14Ce dessin est l’esquisse d’une petite peinture offerte à notre cousine américaine de Manhattan, qui m’hébergea plus de deux mois en 1984, après l’obtention de mon diplôme.
15Lorsque je regarde ce dessin, je vois à la fois ma recherche de la structure, qui fait que la figure est bien « assise » sur le papier, je retrouve la lumière de l’appartement désormais disparu de West Broadway, et dans les bras ballants et « l’annulation » du bas de mon corps, je revois l’annonce d’un cancer de la peau qu’un spécialiste me fit une semaine après mon arrivée à New York. Cette annonce se révéla fausse à mon retour à Paris, mais elle me coupa littéralement les jambes durant mon séjour, contre elle je luttais en dessinant, en marchant, mais elle ne me permit pas de quitter longtemps la France, ce que je souhaitais à l’époque, ardemment.
16Lorsque j’avais douze ans, je regardais le trop de graisse que me renvoyait le miroir, je pouvais voir mon corps presque entier, sans la tête, en me juchant sur l’abattant des toilettes. J’étais atterrée, je me disais que j’étais déjà vieille. Cet autoportrait au regard dur et à la moue plutôt désapprobatrice m’évoque ce jugement sans appel, cette condamnation à l’aube de l’adolescence : tu n’auras pas de jeunesse car la jeunesse est lisse, ferme, nette, et tu es floue.
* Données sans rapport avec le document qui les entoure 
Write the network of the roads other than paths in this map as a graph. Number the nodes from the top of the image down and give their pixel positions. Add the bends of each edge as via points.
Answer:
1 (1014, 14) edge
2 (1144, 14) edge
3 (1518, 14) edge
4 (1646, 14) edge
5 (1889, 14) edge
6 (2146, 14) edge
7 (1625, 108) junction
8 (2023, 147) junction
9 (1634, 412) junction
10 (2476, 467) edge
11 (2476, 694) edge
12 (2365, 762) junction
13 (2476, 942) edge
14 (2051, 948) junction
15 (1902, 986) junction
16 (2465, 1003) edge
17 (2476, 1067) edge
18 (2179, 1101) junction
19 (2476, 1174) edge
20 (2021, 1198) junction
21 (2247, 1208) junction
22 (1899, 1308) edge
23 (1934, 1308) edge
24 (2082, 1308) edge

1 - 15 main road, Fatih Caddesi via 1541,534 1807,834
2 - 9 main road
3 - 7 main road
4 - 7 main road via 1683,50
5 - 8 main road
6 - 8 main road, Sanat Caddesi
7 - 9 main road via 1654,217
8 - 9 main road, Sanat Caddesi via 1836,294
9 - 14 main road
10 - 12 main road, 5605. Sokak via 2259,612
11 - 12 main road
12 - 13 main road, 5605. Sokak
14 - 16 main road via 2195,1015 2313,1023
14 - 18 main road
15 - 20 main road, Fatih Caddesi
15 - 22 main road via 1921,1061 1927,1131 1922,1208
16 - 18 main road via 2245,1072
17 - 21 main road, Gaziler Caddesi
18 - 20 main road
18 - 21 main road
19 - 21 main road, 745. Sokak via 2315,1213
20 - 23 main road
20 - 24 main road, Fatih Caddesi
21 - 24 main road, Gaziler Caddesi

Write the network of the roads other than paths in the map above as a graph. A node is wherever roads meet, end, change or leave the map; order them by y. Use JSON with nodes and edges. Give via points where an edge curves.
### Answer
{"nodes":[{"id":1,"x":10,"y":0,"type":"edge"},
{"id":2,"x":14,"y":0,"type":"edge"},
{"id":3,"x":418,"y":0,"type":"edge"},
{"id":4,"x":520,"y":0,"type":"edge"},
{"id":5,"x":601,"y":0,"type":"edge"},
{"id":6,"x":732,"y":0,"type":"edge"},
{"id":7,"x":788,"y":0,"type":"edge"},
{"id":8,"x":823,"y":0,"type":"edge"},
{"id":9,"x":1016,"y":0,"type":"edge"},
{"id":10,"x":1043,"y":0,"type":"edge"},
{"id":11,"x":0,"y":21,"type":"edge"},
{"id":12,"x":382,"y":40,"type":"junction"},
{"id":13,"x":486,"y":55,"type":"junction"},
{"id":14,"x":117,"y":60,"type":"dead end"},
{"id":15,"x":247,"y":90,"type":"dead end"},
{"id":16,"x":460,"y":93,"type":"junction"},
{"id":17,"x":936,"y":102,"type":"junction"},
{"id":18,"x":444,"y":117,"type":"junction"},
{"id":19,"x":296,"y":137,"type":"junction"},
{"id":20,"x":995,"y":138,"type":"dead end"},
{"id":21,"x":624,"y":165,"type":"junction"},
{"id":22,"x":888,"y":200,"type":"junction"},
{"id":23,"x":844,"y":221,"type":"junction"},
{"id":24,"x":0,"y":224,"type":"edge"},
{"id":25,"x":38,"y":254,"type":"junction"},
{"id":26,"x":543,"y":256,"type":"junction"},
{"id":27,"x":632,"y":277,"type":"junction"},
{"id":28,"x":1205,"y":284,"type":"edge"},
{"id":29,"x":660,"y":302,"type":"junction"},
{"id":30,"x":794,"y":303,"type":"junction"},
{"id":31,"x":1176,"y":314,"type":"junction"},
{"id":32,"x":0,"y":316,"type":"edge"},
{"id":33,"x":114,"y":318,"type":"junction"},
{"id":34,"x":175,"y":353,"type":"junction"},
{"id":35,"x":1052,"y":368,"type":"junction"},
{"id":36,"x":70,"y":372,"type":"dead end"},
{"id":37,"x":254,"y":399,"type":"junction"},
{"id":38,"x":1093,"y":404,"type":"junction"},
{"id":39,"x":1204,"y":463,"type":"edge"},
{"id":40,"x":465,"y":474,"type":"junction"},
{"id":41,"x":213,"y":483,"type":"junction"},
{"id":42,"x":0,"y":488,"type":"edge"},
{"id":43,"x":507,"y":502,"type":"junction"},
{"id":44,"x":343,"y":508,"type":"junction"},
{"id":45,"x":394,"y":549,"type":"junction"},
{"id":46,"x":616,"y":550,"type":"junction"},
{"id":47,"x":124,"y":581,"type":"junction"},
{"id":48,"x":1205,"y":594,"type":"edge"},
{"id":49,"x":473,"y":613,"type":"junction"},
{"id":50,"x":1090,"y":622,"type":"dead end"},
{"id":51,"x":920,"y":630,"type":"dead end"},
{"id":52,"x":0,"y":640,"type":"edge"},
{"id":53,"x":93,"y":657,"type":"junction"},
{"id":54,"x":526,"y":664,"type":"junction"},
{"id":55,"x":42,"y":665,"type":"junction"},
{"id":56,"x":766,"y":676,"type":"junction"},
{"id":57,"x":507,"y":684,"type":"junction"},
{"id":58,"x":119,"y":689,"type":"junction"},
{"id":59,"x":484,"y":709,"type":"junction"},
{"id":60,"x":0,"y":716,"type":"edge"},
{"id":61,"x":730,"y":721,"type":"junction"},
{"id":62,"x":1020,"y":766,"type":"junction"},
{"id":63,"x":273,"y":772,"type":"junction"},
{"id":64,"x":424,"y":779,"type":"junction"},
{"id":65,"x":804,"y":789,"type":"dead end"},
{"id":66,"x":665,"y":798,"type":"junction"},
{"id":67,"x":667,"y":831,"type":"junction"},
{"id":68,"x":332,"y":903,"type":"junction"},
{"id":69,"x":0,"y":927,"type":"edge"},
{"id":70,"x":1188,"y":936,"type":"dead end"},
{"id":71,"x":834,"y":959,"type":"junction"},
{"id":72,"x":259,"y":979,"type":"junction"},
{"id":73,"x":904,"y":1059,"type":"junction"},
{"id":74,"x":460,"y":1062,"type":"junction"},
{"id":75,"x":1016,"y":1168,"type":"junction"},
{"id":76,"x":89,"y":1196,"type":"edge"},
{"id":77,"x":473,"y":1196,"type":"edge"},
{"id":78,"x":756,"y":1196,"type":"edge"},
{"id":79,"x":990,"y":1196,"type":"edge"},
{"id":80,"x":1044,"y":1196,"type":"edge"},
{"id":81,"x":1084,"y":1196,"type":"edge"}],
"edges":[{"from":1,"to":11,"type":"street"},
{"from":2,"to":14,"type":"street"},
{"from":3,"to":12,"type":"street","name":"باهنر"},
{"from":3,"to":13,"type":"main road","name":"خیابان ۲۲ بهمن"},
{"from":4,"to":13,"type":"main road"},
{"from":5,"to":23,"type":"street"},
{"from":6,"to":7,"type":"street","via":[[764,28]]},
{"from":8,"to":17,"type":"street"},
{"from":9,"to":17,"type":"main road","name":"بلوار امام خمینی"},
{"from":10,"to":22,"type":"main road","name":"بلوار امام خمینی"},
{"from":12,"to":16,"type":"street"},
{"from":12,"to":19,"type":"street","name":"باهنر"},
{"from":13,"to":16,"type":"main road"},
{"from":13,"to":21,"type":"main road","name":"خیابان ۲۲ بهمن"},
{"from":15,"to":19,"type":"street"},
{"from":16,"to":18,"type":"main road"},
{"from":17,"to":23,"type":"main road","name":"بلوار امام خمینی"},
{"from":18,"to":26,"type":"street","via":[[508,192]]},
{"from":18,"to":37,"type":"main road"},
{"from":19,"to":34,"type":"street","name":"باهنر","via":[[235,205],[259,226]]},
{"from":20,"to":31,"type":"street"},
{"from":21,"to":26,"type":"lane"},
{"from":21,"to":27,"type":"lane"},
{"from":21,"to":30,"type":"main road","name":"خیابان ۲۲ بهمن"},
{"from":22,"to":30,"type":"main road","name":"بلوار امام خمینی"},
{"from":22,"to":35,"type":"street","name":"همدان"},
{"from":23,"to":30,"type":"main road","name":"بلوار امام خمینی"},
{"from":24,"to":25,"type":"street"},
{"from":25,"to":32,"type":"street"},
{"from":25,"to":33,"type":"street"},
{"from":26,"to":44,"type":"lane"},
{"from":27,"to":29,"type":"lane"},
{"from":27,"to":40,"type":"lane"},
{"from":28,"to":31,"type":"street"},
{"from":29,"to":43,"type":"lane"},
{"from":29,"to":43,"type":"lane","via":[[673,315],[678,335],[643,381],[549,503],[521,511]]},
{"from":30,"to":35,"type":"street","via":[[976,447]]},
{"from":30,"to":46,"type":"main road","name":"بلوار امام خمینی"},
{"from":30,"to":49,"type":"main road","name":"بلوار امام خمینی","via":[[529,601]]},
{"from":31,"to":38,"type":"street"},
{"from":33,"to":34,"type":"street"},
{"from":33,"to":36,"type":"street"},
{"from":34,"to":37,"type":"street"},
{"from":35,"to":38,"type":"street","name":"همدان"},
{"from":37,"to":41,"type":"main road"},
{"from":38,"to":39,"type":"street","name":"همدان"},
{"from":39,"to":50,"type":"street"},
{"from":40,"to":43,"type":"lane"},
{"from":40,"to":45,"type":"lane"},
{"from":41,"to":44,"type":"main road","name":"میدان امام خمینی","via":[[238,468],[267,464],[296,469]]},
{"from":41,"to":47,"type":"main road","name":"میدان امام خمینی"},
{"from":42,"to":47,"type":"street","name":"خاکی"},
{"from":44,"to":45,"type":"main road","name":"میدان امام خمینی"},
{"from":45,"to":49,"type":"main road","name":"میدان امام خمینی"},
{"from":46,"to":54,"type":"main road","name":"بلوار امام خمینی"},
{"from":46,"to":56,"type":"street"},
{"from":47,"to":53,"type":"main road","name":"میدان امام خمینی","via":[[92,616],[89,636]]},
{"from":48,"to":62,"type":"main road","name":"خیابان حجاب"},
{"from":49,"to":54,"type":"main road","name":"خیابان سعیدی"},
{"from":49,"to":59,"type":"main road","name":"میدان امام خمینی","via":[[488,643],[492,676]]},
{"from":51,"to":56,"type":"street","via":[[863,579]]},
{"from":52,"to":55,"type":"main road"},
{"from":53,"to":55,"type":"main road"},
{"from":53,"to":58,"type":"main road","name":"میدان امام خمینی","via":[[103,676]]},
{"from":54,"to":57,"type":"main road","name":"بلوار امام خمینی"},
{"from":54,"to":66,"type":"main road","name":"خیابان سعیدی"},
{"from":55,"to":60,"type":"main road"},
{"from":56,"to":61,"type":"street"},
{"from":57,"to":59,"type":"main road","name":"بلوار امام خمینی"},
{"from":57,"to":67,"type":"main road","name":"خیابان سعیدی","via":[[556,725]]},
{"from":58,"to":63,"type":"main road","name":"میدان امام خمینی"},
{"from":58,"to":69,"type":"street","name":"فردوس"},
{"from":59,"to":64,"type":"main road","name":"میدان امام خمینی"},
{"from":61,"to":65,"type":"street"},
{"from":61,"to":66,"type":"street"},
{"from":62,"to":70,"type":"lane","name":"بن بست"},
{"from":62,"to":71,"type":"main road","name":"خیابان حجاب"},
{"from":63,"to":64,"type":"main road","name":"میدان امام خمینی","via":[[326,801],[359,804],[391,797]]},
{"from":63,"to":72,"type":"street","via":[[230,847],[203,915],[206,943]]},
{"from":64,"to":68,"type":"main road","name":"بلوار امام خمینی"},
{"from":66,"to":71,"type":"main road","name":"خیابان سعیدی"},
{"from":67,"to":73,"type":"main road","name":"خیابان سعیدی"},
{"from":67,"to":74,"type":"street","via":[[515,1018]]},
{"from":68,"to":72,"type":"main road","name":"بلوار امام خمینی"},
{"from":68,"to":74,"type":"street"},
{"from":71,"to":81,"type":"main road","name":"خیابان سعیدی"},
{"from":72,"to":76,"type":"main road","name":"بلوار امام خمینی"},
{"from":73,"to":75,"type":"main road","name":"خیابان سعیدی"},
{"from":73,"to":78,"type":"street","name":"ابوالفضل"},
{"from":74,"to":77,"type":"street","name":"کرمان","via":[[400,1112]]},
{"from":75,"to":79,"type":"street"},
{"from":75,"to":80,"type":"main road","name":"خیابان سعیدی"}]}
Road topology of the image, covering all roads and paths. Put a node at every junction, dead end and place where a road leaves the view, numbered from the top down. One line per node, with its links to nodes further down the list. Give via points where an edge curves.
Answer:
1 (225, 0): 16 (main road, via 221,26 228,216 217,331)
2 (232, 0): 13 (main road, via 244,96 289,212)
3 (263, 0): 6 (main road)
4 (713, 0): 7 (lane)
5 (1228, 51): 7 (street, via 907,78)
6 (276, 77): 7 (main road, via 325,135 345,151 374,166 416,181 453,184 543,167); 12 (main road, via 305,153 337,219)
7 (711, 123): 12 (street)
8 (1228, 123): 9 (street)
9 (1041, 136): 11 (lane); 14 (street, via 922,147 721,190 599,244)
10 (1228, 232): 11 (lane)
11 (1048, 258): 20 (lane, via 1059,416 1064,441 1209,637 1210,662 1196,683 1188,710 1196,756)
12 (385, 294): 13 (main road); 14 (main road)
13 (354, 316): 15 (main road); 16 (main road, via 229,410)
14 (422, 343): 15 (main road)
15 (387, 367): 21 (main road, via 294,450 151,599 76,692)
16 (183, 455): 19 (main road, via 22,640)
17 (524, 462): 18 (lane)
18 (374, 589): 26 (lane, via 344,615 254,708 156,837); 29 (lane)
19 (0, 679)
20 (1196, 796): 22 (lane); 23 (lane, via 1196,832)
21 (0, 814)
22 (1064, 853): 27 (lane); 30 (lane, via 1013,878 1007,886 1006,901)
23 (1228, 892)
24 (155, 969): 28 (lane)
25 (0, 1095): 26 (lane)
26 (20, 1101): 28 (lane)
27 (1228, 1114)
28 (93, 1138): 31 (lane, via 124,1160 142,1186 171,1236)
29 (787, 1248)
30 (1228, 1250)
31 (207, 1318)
17Mes autoportraits ont été interprétés dans ma famille comme une preuve de mon « narcissisme ». Ils étaient au contraire l’effet d’une quête de survie, ils exprimaient l’intensité de ma lutte entre la pensée de l’irrémédiable suicide et la possibilité de me « sauver » par le dessin.
18L’autoportrait est un travail en profondeur. En noircissant pu à peu la feuille, on cherche ce que l’on porte d’humanité en soi. Et cela, de soi pour tous.
Notes de bas de page
1 Franz Kafka, 30 octobre 1921, Journal, cité et traduit par Marthe Robert, Kafka, Paris Gallimard, 1960, p. 239.
2 Anne Gorouben, « La voie de la figure », mémoire de fin d’étude à l’ENSAD (École nationale supérieure des arts décoratifs), 1984.
3 Max Beckmann, cité par Anne Gorouben, présentation de l’exposition « Max Bekmann, un peintre dans l’histoire », Musée national d’art moderne, 2003, en ligne : www.oedipe.org/fr/spectacle/expositions/beckmann (oct. 2015).